**Work instruction:** Go over the data below and say how many lines hold the word "edges". Only the number is needed.

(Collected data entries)
=======

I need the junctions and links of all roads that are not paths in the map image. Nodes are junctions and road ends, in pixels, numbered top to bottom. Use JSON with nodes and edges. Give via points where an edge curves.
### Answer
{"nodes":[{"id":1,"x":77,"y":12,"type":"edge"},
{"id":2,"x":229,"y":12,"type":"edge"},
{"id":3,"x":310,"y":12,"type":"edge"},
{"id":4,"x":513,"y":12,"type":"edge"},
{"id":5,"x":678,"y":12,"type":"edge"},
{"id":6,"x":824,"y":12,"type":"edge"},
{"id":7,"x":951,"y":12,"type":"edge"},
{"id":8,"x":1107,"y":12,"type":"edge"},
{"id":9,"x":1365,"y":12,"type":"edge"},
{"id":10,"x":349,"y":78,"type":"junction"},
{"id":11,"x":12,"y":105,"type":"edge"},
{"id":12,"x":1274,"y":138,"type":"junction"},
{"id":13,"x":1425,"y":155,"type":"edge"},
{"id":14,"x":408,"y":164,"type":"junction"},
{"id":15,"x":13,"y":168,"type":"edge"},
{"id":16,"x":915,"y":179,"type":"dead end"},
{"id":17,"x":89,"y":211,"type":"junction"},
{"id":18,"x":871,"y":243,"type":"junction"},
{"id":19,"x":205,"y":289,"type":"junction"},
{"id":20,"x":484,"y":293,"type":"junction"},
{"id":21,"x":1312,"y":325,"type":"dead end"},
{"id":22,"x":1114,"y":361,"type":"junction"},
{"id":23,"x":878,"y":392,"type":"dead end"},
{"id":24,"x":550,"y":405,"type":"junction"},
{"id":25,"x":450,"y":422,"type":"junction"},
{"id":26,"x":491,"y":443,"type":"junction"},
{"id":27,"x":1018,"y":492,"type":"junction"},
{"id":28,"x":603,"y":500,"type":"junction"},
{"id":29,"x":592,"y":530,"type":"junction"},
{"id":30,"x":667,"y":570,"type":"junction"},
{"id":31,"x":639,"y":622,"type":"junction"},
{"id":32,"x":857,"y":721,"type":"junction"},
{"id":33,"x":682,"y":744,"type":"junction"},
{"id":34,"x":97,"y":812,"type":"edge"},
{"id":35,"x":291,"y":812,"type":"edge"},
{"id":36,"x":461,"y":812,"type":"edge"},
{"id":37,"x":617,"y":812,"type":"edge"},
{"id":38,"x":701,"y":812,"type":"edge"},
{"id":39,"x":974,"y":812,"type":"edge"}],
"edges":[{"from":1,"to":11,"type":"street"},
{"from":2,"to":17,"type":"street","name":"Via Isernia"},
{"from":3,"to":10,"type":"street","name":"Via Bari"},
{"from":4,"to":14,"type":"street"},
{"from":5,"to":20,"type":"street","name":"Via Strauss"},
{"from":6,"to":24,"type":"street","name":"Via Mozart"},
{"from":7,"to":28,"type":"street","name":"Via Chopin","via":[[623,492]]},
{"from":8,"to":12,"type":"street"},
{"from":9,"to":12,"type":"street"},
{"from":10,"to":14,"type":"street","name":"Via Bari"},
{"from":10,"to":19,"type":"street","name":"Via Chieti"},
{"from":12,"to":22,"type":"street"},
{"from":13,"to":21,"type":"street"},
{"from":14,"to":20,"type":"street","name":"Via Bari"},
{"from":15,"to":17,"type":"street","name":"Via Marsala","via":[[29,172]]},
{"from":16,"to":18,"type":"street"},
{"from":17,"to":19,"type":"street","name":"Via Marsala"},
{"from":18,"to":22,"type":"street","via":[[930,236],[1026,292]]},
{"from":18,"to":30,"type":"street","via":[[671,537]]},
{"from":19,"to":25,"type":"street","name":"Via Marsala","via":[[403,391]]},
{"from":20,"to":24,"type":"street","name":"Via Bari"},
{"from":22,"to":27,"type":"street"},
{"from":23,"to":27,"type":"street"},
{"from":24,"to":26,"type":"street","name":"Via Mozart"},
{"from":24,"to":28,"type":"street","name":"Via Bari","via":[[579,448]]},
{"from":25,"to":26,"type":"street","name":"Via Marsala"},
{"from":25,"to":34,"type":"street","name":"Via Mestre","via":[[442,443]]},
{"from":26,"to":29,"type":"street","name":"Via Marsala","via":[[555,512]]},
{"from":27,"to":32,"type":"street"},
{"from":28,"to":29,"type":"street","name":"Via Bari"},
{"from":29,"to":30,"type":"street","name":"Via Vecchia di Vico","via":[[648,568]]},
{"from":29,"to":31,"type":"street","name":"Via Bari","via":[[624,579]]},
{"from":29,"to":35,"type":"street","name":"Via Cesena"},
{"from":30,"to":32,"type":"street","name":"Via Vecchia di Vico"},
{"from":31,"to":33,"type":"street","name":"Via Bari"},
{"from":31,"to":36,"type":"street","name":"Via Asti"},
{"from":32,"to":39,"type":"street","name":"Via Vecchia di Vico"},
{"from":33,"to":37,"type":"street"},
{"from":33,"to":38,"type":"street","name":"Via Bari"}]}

=======

**Answer to this task:** 2